What is the organism? How does it disperse? What is its global range?

How does it reproduce? How many reproductive units does it create?

Does it have any particular adaptations of note?

 

1. The organism is a Mallard duck, Anas platyrhyncho (the white one is a Pekin duck that I will not include in this exercise). These ducks disperse by flying and migrating from its northern breeding grounds near Alaska and Canada and flying south for the winter to southern U.S.A, Central America, and the West Indies. However they can also be found globally in Europe, Asia, and the Caribbean. They reproduce sexually after a male follows the female for months, where they then migrate to the breeding grounds together together. Hens lay 6-14 eggs and they care for their precocial young for up to 60 days. However even though the young don‘t rely on the mother, they do usually stick together while they‘re young, while the father leaves once they’re born. Mallard ducks are some of the largest, most common ducks, and males are known for their beautiful coloration.

 

www.outdoor-michigan.com/Birds.htm

www.avianweb.com/ducks.htm

 

From your observations:

Is it a single or multiple population(s)? Where are the nearest mating members?

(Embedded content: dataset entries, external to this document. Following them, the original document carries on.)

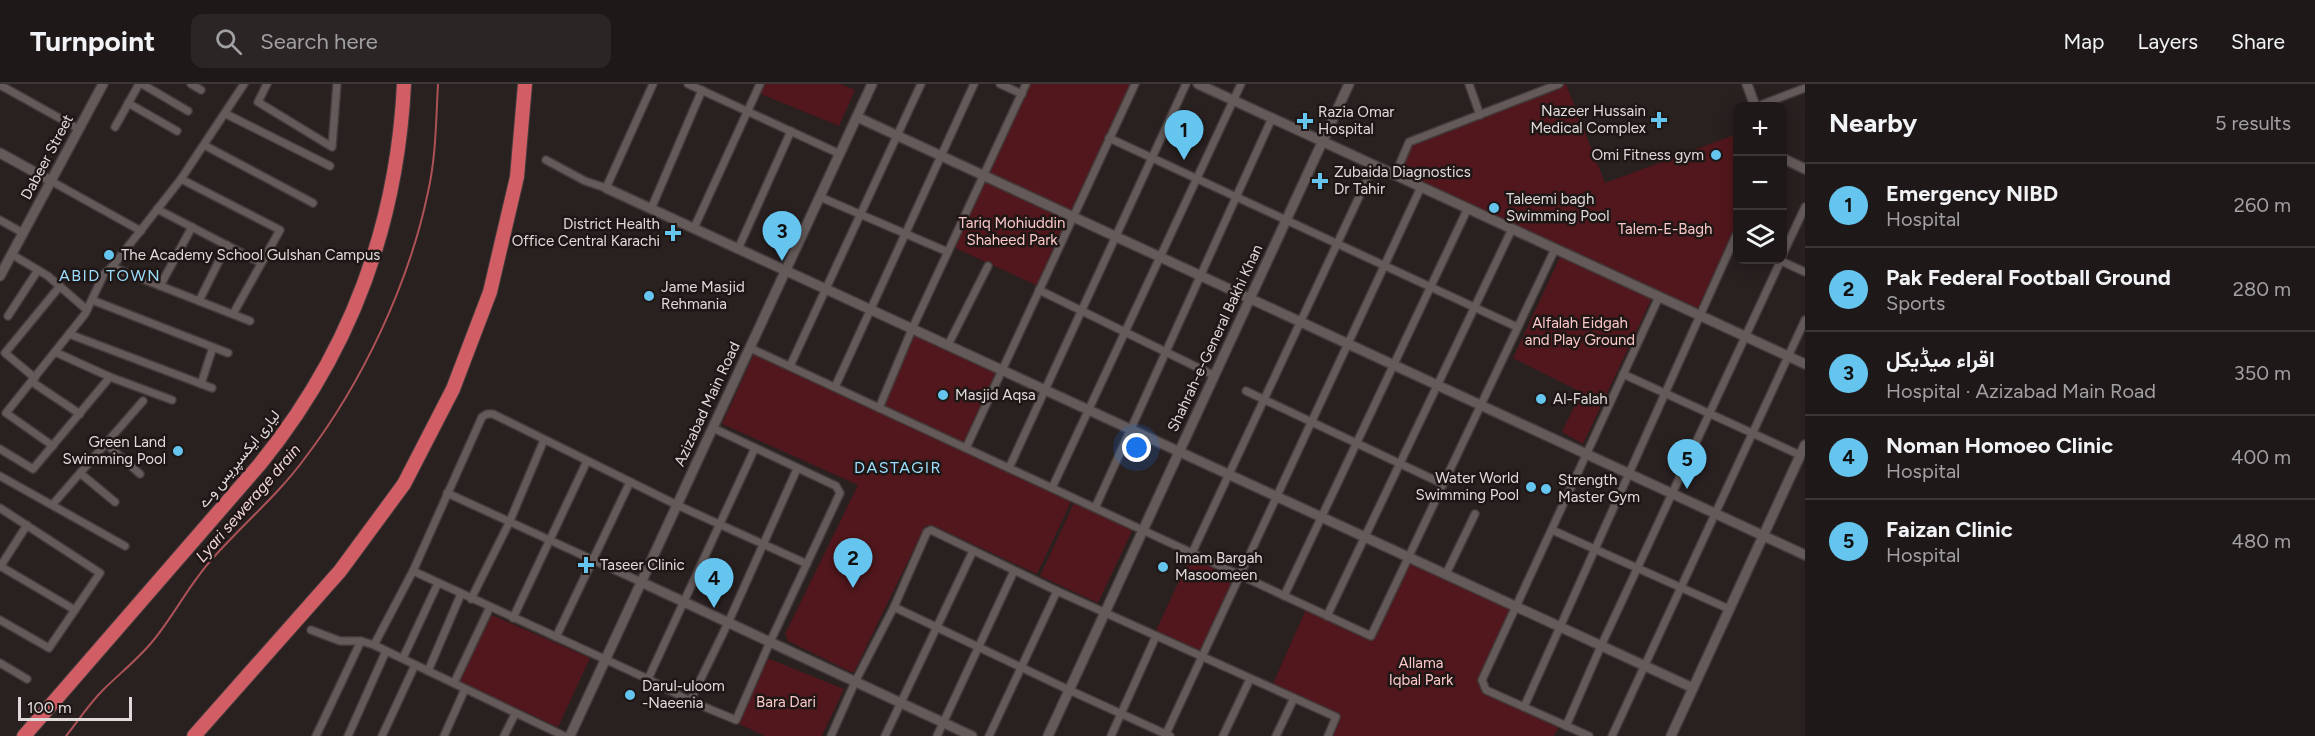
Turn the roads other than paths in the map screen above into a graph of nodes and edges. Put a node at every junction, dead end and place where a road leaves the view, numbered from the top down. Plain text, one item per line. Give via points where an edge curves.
1 (103, 84) edge
2 (140, 84) edge
3 (191, 84) edge
4 (244, 84) edge
5 (267, 84) edge
6 (337, 84) edge
7 (404, 84) edge
8 (525, 84) edge
9 (653, 84) edge
10 (688, 84) edge
11 (760, 84) edge
12 (872, 84) edge
13 (921, 84) edge
14 (974, 84) edge
15 (1000, 84) edge
16 (1026, 84) edge
17 (1135, 84) edge
18 (1186, 84) edge
19 (1198, 84) edge
20 (1241, 84) edge
21 (1349, 84) edge
22 (1469, 84) edge
23 (1559, 84) edge
24 (1747, 84) edge
25 (0, 85) edge
26 (1805, 88) edge
27 (201, 90) dead end
28 (702, 90) junction
29 (1022, 94) junction
30 (1234, 100) junction
31 (1754, 102) edge
32 (1767, 102) edge
33 (128, 103) junction
34 (189, 111) dead end
35 (748, 111) junction
36 (226, 114) junction
37 (1480, 115) junction
38 (857, 117) junction
39 (1272, 118) junction
40 (115, 127) dead end
41 (79, 129) junction
42 (177, 131) dead end
43 (791, 131) junction
44 (897, 136) junction
45 (1110, 138) junction
46 (1323, 142) junction
47 (204, 145) junction
48 (0, 153) edge
49 (840, 154) junction
50 (941, 156) junction
51 (1152, 158) junction
52 (546, 160) dead end
53 (1787, 160) edge
54 (1374, 165) junction
55 (330, 166) dead end
56 (1805, 169) edge
57 (1395, 175) junction
58 (984, 176) junction
59 (181, 179) junction
60 (1197, 179) junction
61 (51, 181) junction
62 (1421, 187) junction
63 (606, 188) junction
64 (820, 197) junction
65 (1236, 197) junction
66 (313, 203) dead end
67 (1805, 207) edge
68 (1468, 208) junction
69 (157, 209) junction
70 (651, 209) junction
71 (861, 214) junction
72 (1073, 217) junction
73 (0, 220) edge
74 (1286, 220) junction
75 (192, 227) junction
76 (693, 228) junction
77 (1512, 229) junction
78 (141, 231) junction
79 (23, 232) junction
80 (905, 234) junction
81 (1116, 237) junction
82 (1337, 244) junction
83 (1733, 244) edge
84 (227, 245) junction
85 (1787, 246) edge
86 (738, 249) junction
87 (1555, 249) junction
88 (948, 252) junction
89 (12, 254) junction
90 (1160, 257) junction
91 (1787, 262) edge
92 (261, 263) junction
93 (1779, 264) edge
94 (988, 266) dead end
95 (1384, 266) junction
96 (112, 267) junction
97 (38, 270) junction
98 (786, 271) junction
99 (1805, 272) edge
100 (0, 276) edge
101 (1201, 276) junction
102 (60, 286) junction
103 (160, 286) junction
104 (1431, 287) junction
105 (826, 289) junction
106 (1039, 290) junction
107 (1659, 297) junction
108 (1250, 298) junction
109 (92, 300) junction
110 (198, 301) junction
111 (1475, 308) junction
112 (870, 309) junction
113 (87, 310) junction
114 (1082, 311) junction
115 (233, 314) junction
116 (1700, 315) junction
117 (8, 316) dead end
118 (1805, 320) edge
119 (250, 321) dead end
120 (1301, 322) junction
121 (1517, 327) junction
122 (912, 329) junction
123 (1125, 332) junction
124 (69, 334) junction
125 (1746, 336) junction
126 (1348, 344) junction
127 (948, 345) junction
128 (213, 347) junction
129 (750, 348) junction
130 (55, 352) junction
131 (1166, 352) junction
132 (228, 353) dead end
133 (1788, 356) junction
134 (1805, 364) edge
135 (1394, 365) junction
136 (790, 366) junction
137 (1002, 370) junction
138 (1623, 374) junction
139 (1215, 376) junction
140 (110, 377) junction
141 (33, 380) junction
142 (201, 384) junction
143 (1438, 385) junction
144 (835, 387) junction
145 (212, 388) dead end
146 (1045, 390) junction
147 (1246, 391) dead end
148 (1665, 393) junction
149 (1264, 399) junction
150 (172, 400) dead end
151 (143, 401) dead end
152 (1481, 405) junction
153 (879, 408) junction
154 (1088, 410) junction
155 (81, 414) junction
156 (1710, 414) junction
157 (1312, 422) junction
158 (713, 428) junction
159 (1131, 429) junction
160 (1752, 434) junction
161 (544, 440) junction
162 (1356, 443) junction
163 (106, 444) junction
164 (1805, 445) edge
165 (53, 446) junction
166 (754, 448) junction
167 (966, 448) junction
168 (0, 449) edge
169 (1179, 452) junction
170 (1587, 454) junction
171 (1800, 455) junction
172 (587, 461) junction
173 (1400, 464) junction
174 (1009, 468) junction
175 (798, 469) junction
176 (1629, 473) junction
177 (80, 474) junction
178 (140, 474) dead end
179 (1229, 475) junction
180 (0, 476) edge
181 (630, 482) junction
182 (1443, 484) junction
183 (1052, 488) junction
184 (447, 493) junction
185 (1672, 493) junction
186 (1277, 496) junction
187 (116, 502) dead end
188 (53, 504) junction
189 (677, 505) junction
190 (0, 507) edge
191 (1095, 508) junction
192 (1475, 513) dead end
193 (1715, 513) junction
194 (1321, 517) junction
195 (509, 523) junction
196 (718, 524) junction
197 (27, 525) junction
198 (1552, 530) junction
199 (1143, 531) junction
200 (1763, 536) junction
201 (1365, 537) junction
202 (549, 542) junction
203 (763, 544) junction
204 (125, 546) dead end
205 (1595, 549) junction
206 (972, 551) junction
207 (1192, 554) junction
208 (1805, 555) edge
209 (1408, 557) junction
210 (591, 560) junction
211 (807, 564) junction
212 (0, 566) edge
213 (1637, 568) junction
214 (412, 571) junction
215 (1014, 571) junction
216 (1446, 574) junction
217 (1240, 576) junction
218 (641, 582) junction
219 (438, 583) junction
220 (1681, 588) junction
221 (1057, 591) junction
222 (461, 594) junction
223 (1284, 596) junction
224 (471, 599) junction
225 (683, 602) junction
226 (490, 607) junction
227 (894, 607) junction
228 (1516, 607) junction
229 (1729, 609) junction
230 (75, 610) junction
231 (1105, 612) junction
232 (1327, 616) junction
233 (513, 618) junction
234 (0, 620) edge
235 (728, 623) junction
236 (937, 626) junction
237 (1560, 627) junction
238 (311, 630) dead end
239 (1156, 636) junction
240 (556, 637) junction
241 (361, 641) junction
242 (770, 642) junction
243 (374, 645) junction
244 (979, 646) junction
245 (1601, 646) junction
246 (386, 651) junction
247 (1202, 657) junction
248 (403, 658) junction
249 (605, 660) junction
250 (0, 663) edge
251 (415, 664) junction
252 (1022, 666) junction
253 (1645, 666) junction
254 (428, 671) junction
255 (27, 679) dead end
256 (648, 679) junction
257 (1250, 679) junction
258 (855, 682) junction
259 (453, 683) junction
260 (1693, 688) junction
261 (465, 689) junction
262 (1069, 690) junction
263 (1294, 698) junction
264 (690, 701) junction
265 (901, 703) junction
266 (1524, 707) junction
267 (515, 714) junction
268 (1121, 714) junction
269 (943, 723) junction
270 (1566, 726) junction
271 (1167, 735) edge
272 (24, 736) edge
273 (194, 736) edge
274 (316, 736) edge
275 (348, 736) edge
276 (382, 736) edge
277 (444, 736) edge
278 (504, 736) edge
279 (564, 736) edge
280 (570, 736) edge
281 (831, 736) edge
282 (885, 736) edge
283 (937, 736) edge
284 (972, 736) edge
285 (989, 736) edge
286 (1048, 736) edge
287 (1111, 736) edge
288 (1224, 736) edge
289 (1276, 736) edge
290 (1328, 736) edge
291 (1589, 736) edge
292 (1612, 736) edge
293 (1671, 736) edge

1 - 41 street, Dabeer Street
2 - 33 street
2 - 34 street
3 - 27 street
4 - 36 street
5 - 6 street via 258,102 332,147
7 - 272 highway, لیاری ایکسپریس وے via 395,177 384,224 360,294 316,382 260,464
8 - 273 highway via 514,189 490,292 453,389 404,484 340,571
9 - 63 street
10 - 28 street
11 - 35 street
12 - 38 street, Azizabad Main Road
13 - 44 street
14 - 50 street
15 - 29 street
16 - 29 street
17 - 45 street
18 - 51 street
19 - 30 street
20 - 30 street
21 - 46 street, Shahrah-e-General Bakhi Khan
22 - 37 street
23 - 37 street
24 - 31 street
25 - 41 street
26 - 32 street
28 - 35 street
28 - 70 street
29 - 58 street
30 - 39 street
30 - 60 street
33 - 40 street
33 - 42 street
35 - 43 street
35 - 76 street
36 - 47 street
36 - 55 street
37 - 57 street via 1409,142
38 - 44 street
38 - 49 street, Azizabad Main Road
39 - 46 street
39 - 65 street
41 - 61 street, Dabeer Street
43 - 49 street
43 - 86 street
44 - 50 street
44 - 71 street
45 - 51 street
45 - 72 street
46 - 54 street
46 - 74 street, Shahrah-e-General Bakhi Khan
47 - 59 street
47 - 66 street
48 - 61 street
49 - 64 street, Azizabad Main Road
50 - 58 street
50 - 80 street
51 - 60 street
51 - 81 street
52 - 63 street
53 - 56 street
54 - 57 street
54 - 82 street
57 - 62 street
58 - 72 street
58 - 88 street
59 - 69 street
59 - 92 street via 280,230
60 - 65 street
60 - 90 street
61 - 78 street
61 - 79 street, Dabeer Street
62 - 68 street
62 - 95 street
63 - 70 street
64 - 71 street
64 - 98 street, Azizabad Main Road
65 - 74 street
65 - 101 street
67 - 85 street
68 - 77 street
68 - 104 street
69 - 75 street
69 - 78 street
70 - 76 street
71 - 80 street
71 - 105 street
72 - 81 street
72 - 106 street
73 - 79 street
74 - 82 street
74 - 108 street, Shahrah-e-General Bakhi Khan
75 - 84 street
75 - 103 street
76 - 86 street
77 - 87 street
77 - 111 street
78 - 96 street
79 - 89 street, Dabeer Street
80 - 88 street
80 - 112 street
81 - 90 street
81 - 114 street
82 - 95 street
82 - 120 street
83 - 116 street
84 - 92 street
84 - 110 street
86 - 98 street
87 - 107 street
87 - 121 street
88 - 122 street
89 - 97 street
89 - 100 street, Dabeer Street
90 - 101 street
90 - 123 street
91 - 99 street
92 - 115 street
93 - 125 street
94 - 127 street
95 - 104 street
95 - 126 street
96 - 103 street
96 - 109 street via 104,274
97 - 102 street
97 - 117 street
98 - 105 street
98 - 129 street, Azizabad Main Road
101 - 108 street
101 - 131 street
102 - 113 street
102 - 141 street via 5,353
103 - 110 street
104 - 111 street
104 - 135 street
105 - 112 street
105 - 136 street
106 - 114 street
106 - 137 street
107 - 116 street
107 - 138 street
108 - 120 street
108 - 139 street, Shahrah-e-General Bakhi Khan
109 - 113 street
109 - 128 street
110 - 115 street
111 - 121 street
111 - 143 street
112 - 122 street
112 - 144 street
113 - 124 street
114 - 123 street
114 - 146 street
115 - 119 street
116 - 125 street
116 - 148 street
118 - 133 street
120 - 126 street
120 - 149 street
121 - 152 street
122 - 127 street
122 - 153 street
123 - 131 street
123 - 154 street
124 - 130 street
124 - 142 street
125 - 133 street
125 - 156 street
126 - 135 street
126 - 157 street
127 - 137 street
128 - 132 street
128 - 142 street
129 - 136 street
129 - 158 street, Azizabad Main Road
130 - 140 street
130 - 141 street
131 - 139 street
131 - 159 street
133 - 134 street
133 - 160 street
135 - 143 street
135 - 162 street
136 - 144 street
137 - 146 street
137 - 167 street
138 - 148 street
138 - 170 street
139 - 169 street, Shahrah-e-General Bakhi Khan
140 - 150 street
140 - 155 street
141 - 155 street
141 - 165 street via 6,413
142 - 145 street
143 - 152 street
143 - 173 street
144 - 153 street
146 - 154 street
146 - 174 street
147 - 149 street
148 - 156 street
148 - 176 street
149 - 157 street
149 - 179 street
151 - 163 street
152 - 170 street
152 - 182 street
153 - 167 street
154 - 159 street
154 - 183 street
155 - 165 street
156 - 160 street
156 - 185 street
157 - 162 street
157 - 186 street
158 - 166 street
158 - 189 street, Azizabad Main Road
159 - 169 street
159 - 191 street
160 - 171 street
160 - 193 street
161 - 172 street
161 - 184 street via 487,414 482,417
161 - 195 street
162 - 173 street
162 - 194 street
163 - 177 street
163 - 178 street
164 - 171 street
165 - 168 street via 33,469
166 - 175 street
166 - 196 street
167 - 174 street
169 - 179 street
169 - 199 street, Shahrah-e-General Bakhi Khan
170 - 176 street
170 - 198 street
171 - 200 street
172 - 181 street
172 - 202 street
173 - 182 street
173 - 201 street
174 - 183 street
175 - 203 street
175 - 211 street via 836,486 840,493
176 - 185 street
176 - 205 street
177 - 187 street
177 - 188 street
179 - 186 street
179 - 207 street
180 - 188 street
181 - 189 street
181 - 210 street
182 - 209 street
183 - 191 street
184 - 195 street
184 - 214 street
185 - 193 street
185 - 213 street
186 - 194 street
186 - 217 street
188 - 204 street
189 - 196 street
189 - 218 street, Azizabad Main Road
190 - 197 street
191 - 199 street
192 - 216 street
193 - 200 street
193 - 220 street
194 - 201 street
194 - 223 street
195 - 202 street
195 - 224 street
196 - 203 street
196 - 225 street
197 - 212 street
197 - 230 street via 100,573
198 - 205 street
198 - 228 street
199 - 207 street
199 - 231 street, Shahrah-e-General Bakhi Khan
200 - 208 street
200 - 229 street
201 - 209 street
201 - 232 street
202 - 210 street
202 - 233 street
203 - 211 street
203 - 235 street
205 - 213 street
205 - 237 street
206 - 215 street
206 - 227 street via 928,530
206 - 236 street
207 - 217 street
209 - 216 street
209 - 232 street via 1371,636
210 - 218 street
210 - 240 street
211 - 242 street
212 - 230 street
213 - 220 street
213 - 245 street
214 - 219 street
214 - 243 street
215 - 221 street
215 - 244 street
216 - 228 street
217 - 223 street
217 - 247 street
218 - 225 street
218 - 249 street, Azizabad Main Road
219 - 222 street
219 - 248 street
220 - 229 street
220 - 253 street
221 - 231 street
221 - 252 street
222 - 224 street
222 - 254 street
223 - 232 street
224 - 226 street
225 - 235 street
225 - 256 street
226 - 233 street
226 - 259 street
227 - 236 street
227 - 258 street
228 - 237 street
228 - 266 street via 1482,680 1486,690
229 - 260 street
230 - 234 street via 49,648
231 - 239 street
231 - 262 street, Shahrah-e-General Bakhi Khan
233 - 240 street
235 - 242 street
235 - 264 street
236 - 244 street
236 - 265 street
237 - 245 street
237 - 266 street
238 - 241 street via 340,641
239 - 247 street
239 - 268 street
240 - 249 street
241 - 243 street
241 - 274 street
242 - 258 street
242 - 264 street via 736,720
243 - 246 street
244 - 252 street
244 - 269 street
245 - 253 street
245 - 270 street
246 - 248 street
246 - 275 street
247 - 257 street
247 - 271 street
248 - 251 street
249 - 256 street
249 - 280 street, Azizabad Main Road
250 - 255 street
251 - 254 street
251 - 276 street
252 - 262 street
252 - 285 street
253 - 260 street
253 - 292 street
254 - 259 street
256 - 264 street
257 - 263 street
257 - 288 street
258 - 265 street
258 - 281 street
259 - 261 street
260 - 293 street
261 - 267 street
261 - 277 street
262 - 268 street
262 - 286 street, Shahrah-e-General Bakhi Khan
263 - 289 street
263 - 290 street via 1336,717
265 - 269 street
265 - 282 street
266 - 270 street
267 - 278 street
267 - 279 street
268 - 271 street
268 - 287 street
269 - 283 street
269 - 284 street
270 - 291 street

How is it distributed (random, clumped, uniform) at each location or over the entire range

of your site?

Why is it located where it is? Do you think the population you are observing is a source

or sink? Where do the offspring of the population you are observing go? Where do

immigrants come from?

 

2. The population in my observations is a part of what I would say is a single population with the nearest mating members less than a quarter mile away. Over the entire range, the groups are distributed as clumped, with groups of 5-20 ducks in each clump. Within these they are distributed randomly. They are located where they are because they usually stay in groups near their families, although they’re part of the same population, so some flocks may be bigger, and some may be breeding so there are more around. I think the population I’m observing is a source, there is plenty of resources for them to live and increase their population in a proper environment. The offspring stay with the mothers until their down feathers are gone and they can be independent, she then leaves them, but they usually stay in the surrounding area together. Immigrants come from “sinks” or other sources to find resources and mates.

 

From your brain and calculator:

Plug the average number of offspring created by an individual during one time period, as

well as the number of individuals you estimated, into the geometric population growth

equation. What should the population be in 5 cycles? In 20 cycles? This model is a

hypothesis of sorts. Do you think your population is experiencing this type of growth?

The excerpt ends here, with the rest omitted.